Disclaimer: I only fiddle occasionally with R.
All you have is the PSD? If so, not enough info to get a “signal” back out (all you’ve got is amplitudes with no phase information; the docs say phase is NULL for uni-variate series, true?). You can generate surrogates fairly easily from that by choosing random phases and doing an inverse FFT; not sure if this is what you are meaning to do.
Beta version of an R package for TISEAN
Sorry about that, here’s the link: R-TISEAN
I had done something last year involving fft’ing data, zeroing out unwanted frequencies, and transforming back to the time domain as a means of smoothing. I might have that code hiding somewhere in my disorganized archives.
jstults–
I don’t want phase information. I only want to get back the autocorrelation which also has no phase information.
Right now… I mostly want to look at stuff. But unlike lost of people who love to create forecasts, I am absolutely not trying to forecast. I am trying to put together argument to explain why standard errors describe the uncertainty in the sense of repeatability. Not in the sense of trying to forecast the future.
The package you may want to look at is “signal”
http://cran.r-project.org/
look at the packages.. signal
then at your GUI install packges signal
in your code library(“signal”)
Re: Chad (Mar 29 12:16), the signal package has ifft. not sure if that is what she wants
Steven/Chad–
Thanks.
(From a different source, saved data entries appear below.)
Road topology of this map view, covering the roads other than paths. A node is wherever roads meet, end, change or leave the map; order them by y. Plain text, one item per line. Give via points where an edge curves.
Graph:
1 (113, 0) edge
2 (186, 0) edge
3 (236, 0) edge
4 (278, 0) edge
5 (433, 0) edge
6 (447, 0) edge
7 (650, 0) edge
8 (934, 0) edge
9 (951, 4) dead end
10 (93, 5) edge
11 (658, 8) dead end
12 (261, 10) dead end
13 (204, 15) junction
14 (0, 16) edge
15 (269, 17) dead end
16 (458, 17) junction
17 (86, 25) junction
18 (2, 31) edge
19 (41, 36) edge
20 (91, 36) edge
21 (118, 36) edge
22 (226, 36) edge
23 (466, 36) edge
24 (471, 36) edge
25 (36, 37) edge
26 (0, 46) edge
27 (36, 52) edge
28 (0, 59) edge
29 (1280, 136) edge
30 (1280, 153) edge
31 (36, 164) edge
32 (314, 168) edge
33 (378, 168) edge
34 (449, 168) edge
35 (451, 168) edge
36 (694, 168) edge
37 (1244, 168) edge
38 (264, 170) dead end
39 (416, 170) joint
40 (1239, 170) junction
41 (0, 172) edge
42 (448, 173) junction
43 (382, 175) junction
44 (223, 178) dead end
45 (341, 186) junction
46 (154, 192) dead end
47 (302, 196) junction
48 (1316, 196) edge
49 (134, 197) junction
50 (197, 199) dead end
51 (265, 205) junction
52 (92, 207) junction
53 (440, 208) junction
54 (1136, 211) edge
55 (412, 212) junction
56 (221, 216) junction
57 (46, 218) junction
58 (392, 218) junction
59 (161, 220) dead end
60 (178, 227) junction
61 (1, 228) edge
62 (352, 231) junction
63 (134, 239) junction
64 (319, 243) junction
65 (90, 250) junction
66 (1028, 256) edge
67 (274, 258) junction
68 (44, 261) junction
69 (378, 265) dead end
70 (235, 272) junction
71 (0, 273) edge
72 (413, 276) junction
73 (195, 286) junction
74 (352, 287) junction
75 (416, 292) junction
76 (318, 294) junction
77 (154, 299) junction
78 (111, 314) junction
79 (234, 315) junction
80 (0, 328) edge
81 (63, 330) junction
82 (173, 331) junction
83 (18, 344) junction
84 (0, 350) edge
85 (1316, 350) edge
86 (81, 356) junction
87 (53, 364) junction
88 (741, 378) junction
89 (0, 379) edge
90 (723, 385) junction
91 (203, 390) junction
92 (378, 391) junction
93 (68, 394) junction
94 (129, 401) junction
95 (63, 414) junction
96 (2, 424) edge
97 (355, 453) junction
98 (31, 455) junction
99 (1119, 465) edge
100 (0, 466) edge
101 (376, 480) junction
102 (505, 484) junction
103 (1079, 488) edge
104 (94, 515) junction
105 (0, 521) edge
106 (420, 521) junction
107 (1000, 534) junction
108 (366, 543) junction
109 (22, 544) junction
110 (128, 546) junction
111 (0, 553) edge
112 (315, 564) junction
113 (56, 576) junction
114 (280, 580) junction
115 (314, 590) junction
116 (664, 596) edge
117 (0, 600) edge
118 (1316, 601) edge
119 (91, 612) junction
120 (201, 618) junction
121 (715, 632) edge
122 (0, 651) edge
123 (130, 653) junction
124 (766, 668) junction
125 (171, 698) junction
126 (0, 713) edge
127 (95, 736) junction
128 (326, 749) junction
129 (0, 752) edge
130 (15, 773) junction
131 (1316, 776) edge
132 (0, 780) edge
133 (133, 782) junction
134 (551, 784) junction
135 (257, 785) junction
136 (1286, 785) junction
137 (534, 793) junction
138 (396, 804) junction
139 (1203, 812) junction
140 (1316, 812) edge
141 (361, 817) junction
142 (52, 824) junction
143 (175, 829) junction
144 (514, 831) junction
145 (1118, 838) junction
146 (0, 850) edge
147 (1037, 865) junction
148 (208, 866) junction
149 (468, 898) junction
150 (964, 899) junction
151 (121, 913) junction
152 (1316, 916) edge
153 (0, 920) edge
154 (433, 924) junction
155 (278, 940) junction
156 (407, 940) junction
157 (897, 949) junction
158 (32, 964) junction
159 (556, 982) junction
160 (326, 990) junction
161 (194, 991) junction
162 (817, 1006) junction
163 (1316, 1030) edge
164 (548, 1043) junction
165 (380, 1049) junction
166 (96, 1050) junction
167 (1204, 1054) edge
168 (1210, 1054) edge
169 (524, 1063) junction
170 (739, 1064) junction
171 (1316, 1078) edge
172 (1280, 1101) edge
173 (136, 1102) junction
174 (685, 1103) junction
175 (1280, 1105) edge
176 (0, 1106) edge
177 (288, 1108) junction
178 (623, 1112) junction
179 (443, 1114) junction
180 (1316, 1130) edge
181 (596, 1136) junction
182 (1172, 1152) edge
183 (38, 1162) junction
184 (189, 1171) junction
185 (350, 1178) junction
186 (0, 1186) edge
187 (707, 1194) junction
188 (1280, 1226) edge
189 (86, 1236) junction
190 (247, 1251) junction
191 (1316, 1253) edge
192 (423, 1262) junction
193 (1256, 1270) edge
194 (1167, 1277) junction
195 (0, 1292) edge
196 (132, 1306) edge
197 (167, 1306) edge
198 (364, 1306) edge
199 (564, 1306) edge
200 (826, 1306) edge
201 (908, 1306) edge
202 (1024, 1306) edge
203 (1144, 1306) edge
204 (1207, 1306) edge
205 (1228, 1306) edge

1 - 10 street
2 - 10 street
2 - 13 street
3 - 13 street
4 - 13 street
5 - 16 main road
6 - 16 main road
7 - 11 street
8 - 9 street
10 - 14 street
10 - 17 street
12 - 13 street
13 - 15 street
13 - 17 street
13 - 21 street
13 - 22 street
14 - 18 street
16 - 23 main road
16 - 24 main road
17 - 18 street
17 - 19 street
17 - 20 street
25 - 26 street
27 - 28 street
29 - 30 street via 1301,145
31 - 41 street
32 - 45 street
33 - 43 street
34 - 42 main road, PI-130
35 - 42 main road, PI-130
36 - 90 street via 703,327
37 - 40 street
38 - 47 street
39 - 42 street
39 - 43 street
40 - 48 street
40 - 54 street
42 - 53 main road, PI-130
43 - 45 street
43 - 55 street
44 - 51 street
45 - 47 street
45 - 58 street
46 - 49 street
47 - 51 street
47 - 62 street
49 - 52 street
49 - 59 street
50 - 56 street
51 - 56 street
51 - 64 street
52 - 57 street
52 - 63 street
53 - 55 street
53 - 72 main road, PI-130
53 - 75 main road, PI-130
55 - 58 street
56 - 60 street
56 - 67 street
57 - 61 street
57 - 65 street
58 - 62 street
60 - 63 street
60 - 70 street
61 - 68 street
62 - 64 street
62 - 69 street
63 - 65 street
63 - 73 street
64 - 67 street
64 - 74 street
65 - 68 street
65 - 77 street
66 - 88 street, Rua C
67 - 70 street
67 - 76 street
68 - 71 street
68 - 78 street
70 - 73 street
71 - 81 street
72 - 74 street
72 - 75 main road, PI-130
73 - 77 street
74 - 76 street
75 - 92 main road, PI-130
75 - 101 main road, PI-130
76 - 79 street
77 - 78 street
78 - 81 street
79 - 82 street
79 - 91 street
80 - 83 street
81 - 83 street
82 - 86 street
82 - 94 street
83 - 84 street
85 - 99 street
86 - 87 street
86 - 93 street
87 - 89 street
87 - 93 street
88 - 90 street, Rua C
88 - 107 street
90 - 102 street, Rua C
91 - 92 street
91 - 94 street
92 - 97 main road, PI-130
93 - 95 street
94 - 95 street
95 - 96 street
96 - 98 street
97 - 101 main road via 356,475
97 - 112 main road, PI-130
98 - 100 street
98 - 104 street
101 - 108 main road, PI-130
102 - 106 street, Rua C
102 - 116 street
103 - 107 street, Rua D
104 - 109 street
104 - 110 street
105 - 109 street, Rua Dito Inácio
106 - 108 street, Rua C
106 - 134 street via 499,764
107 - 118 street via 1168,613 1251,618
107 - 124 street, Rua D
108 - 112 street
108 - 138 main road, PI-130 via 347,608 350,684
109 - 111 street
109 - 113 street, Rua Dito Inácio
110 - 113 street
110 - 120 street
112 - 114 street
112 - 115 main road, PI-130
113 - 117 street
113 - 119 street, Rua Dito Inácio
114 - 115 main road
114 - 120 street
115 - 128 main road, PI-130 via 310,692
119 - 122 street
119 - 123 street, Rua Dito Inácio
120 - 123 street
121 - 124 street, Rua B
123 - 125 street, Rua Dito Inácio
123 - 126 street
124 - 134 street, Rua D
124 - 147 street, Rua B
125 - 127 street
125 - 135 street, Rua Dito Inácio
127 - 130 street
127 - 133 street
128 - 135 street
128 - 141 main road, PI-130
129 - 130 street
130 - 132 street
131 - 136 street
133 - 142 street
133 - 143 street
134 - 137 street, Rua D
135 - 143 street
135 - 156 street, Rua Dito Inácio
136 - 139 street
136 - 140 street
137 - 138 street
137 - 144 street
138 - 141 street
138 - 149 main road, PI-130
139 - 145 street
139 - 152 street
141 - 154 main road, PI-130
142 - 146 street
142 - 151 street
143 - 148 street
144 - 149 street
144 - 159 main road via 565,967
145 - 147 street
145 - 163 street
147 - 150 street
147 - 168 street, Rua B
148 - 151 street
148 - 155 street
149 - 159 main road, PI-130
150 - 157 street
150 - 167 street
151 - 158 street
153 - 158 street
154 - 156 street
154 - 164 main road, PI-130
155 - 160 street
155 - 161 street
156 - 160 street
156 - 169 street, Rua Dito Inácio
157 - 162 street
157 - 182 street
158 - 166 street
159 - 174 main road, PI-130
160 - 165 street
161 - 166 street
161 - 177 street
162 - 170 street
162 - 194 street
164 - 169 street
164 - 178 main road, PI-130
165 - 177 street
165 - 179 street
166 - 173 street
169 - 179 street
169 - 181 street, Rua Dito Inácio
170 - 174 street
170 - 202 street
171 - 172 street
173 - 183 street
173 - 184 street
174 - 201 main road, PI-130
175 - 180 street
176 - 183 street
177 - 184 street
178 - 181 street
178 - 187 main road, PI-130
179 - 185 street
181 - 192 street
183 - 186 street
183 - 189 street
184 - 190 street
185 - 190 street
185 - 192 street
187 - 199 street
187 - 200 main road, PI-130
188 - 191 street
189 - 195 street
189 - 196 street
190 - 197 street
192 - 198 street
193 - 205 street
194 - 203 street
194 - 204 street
The names help!
Interesting post at Pielke, Sr.’s Climate Science on ground water extraction contribution to sea level rise. According to the article, it’s substantial, 0.8 mm/year with average sea level rise being ~3 mm/year. That isn’t included in, for example, Cazenave, et.al. as a factor. Assuming the number is correct, either ice sheets aren’t melting as fast, thermal expansion is lower or global isostatic rebound is less than thought or some combination of all three.